Follow the money. Imagine you are a big advertiser. Where will you be in 2009? I think that by 2009, advertising will have shifted decisively away from Print, TV and Radio to the web. Those who gain the most will be those that are able to offer the best match between the advertiser, underwriter and the members of the best communities. So those who can attract and sustain the most attractive and sizable communities will be the winners. They will attract the support of the community members themselves and they will attract the support of those advertisers and underwriters that seek to connect directly with the members. Ebay makes its money based on the size and the health of its trading communities. You have to have large, healthy (Trusting) and vibrant communities that do important things inside your Trusted Space. This is where you will make your money and defend your position.
So am I smoking dope? If you think I am off - please give me a better idea and a better timeline.
Online ads to overtake US newspapers (FT)
By Aline van Duyn in New York
Published: August 7 2007 05:03 | Last updated: August 7 2007 05:03
The rapid growth of online advertising is expected to see the sector overtake US newspaper advertising in terms of size by 2011.
The forecast comes against a backdrop of declining advertising sales reported by newspaper groups this year in spite of continued strength in the US economy.
The findings are from a widely-watched annual research report on the media sector by Veronis Suhler Stevenson (VSS).
In the 2007 study, published on Tuesday, VSS forecasts that online advertising will grow by more than 21 per cent per year to reach $62bn in 2011, making it bigger than newspaper advertising, which is expected to total $60bn in 2011.
Broadcast television and cable and satellite television combined will continue to take the biggest share of advertising dollars, and are forecast to reach $86bn in 2011. “The path of online advertising and newspaper advertising is a continuation of what we’ve been observing for many years, but it is finally getting to the point where the lines will cross,” said James Rutherfurd, managing director at VSS.
The shift in advertising spending from traditional media to online and digital alternatives is taking place across the globe. Already, some forecasters expect newspaper advertising to be overtaken by online spending in the UK and Sweden this year.

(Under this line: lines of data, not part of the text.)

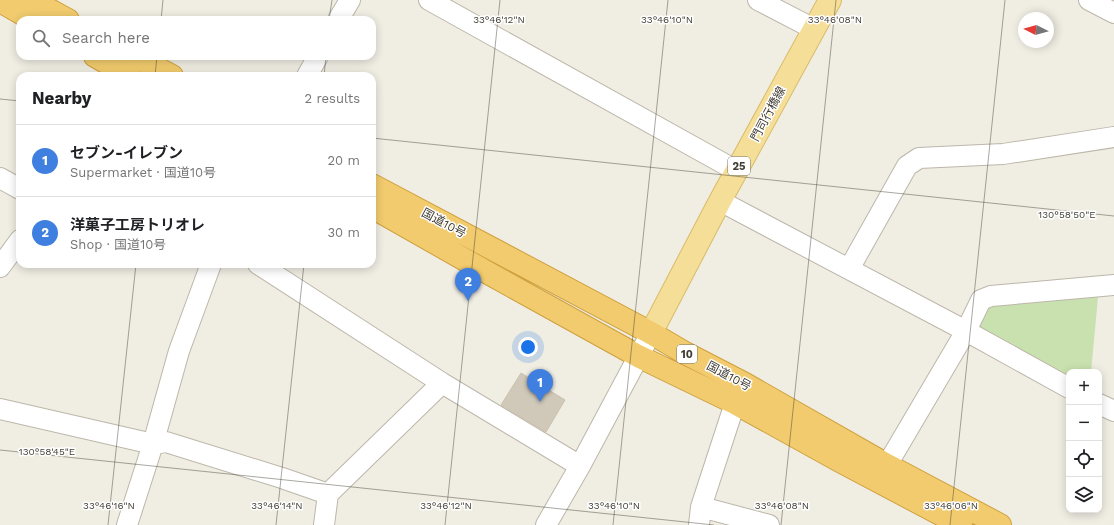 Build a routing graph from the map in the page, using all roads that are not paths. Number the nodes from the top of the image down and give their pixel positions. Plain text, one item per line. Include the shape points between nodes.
1 (30, 0) edge
2 (350, 0) edge
3 (429, 0) edge
4 (758, 0) edge
5 (830, 0) edge
6 (1089, 0) edge
7 (0, 1) edge
8 (1114, 13) edge
9 (26, 16) edge
10 (60, 16) edge
11 (340, 16) edge
12 (814, 29) junction
13 (102, 60) edge
14 (141, 60) edge
15 (316, 60) edge
16 (123, 72) edge
17 (158, 72) edge
18 (309, 72) edge
19 (1114, 137) edge
20 (737, 171) junction
21 (0, 178) edge
22 (16, 186) edge
23 (376, 187) edge
24 (720, 201) junction
25 (376, 209) edge
26 (16, 245) edge
27 (0, 267) edge
28 (210, 268) edge
29 (264, 268) edge
30 (849, 269) junction
31 (1114, 285) edge
32 (966, 331) junction
33 (650, 333) junction
34 (638, 356) junction
35 (442, 383) junction
36 (746, 384) junction
37 (1066, 386) edge
38 (735, 403) junction
39 (1101, 405) edge
40 (0, 410) edge
41 (1114, 411) edge
42 (153, 444) junction
43 (888, 465) junction
44 (580, 466) junction
45 (328, 494) junction
46 (700, 516) edge
47 (127, 525) edge
48 (324, 525) edge
49 (546, 525) edge
50 (769, 525) edge
51 (961, 525) edge
52 (1000, 525) edge

1 - 10 highway
2 - 11 street
3 - 20 street
4 - 12 street
5 - 12 main road, 門司行橋線 / 25
6 - 8 street
7 - 9 highway
12 - 20 main road, 門司行橋線 / 25
13 - 16 highway
14 - 17 highway
15 - 18 street
19 - 30 street via 1004,154 919,158 907,166
20 - 24 main road, 門司行橋線 / 25
21 - 22 street
23 - 33 highway, 国道10号 / 10
24 - 30 street
24 - 33 main road, 門司行橋線 / 25
25 - 34 highway, 国道10号 / 10
26 - 27 street
28 - 42 street via 179,351
29 - 35 street
30 - 32 street
31 - 32 street via 991,296 980,300
32 - 37 street
32 - 43 street
33 - 34 street
33 - 36 highway, 国道10号 / 10
34 - 38 highway, 国道10号 / 10
34 - 44 street
35 - 44 street
35 - 45 street
36 - 38 street
36 - 43 highway, 国道10号 / 10
38 - 46 street
38 - 51 highway, 国道10号 / 10
39 - 41 street
40 - 42 street
42 - 45 street via 166,442
42 - 47 street
43 - 52 highway, 国道10号 / 10
44 - 49 street
45 - 48 street
46 - 50 street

The VSS forecasts also illustrate the lag between changes in consumers’ behaviour and advertising spending.
The survey also measured the time spent on different media, and in 2007 the amount of time spent reading newspapers is expected for the first time to be overtaken by time spent online.
Indeed, the shift to digital media has led to a slight decline in the overall amount of time spent consuming media.
In 2006, media usage per person per year declined half a percentage point to 3,530 hours. The study found that while people typically watched television for at least 30 minutes per session, they tended to watch user-generated video clips on the web for five to seven minutes.
The use of media in the workplace increased, however, up 3.2 per cent to 260 hours per employee per year, VSS found.
Spending by companies on information and media, including business-to-business magazine and trade shows, is also increasing, up 8.1 per cent in 2006 to $227bn.
“Knowledge and information industries drive the US economy, meaning that information is a critical tool,” said Mr Rutherfurd.
“Companies are prepared to pay a lot of money to get that information.”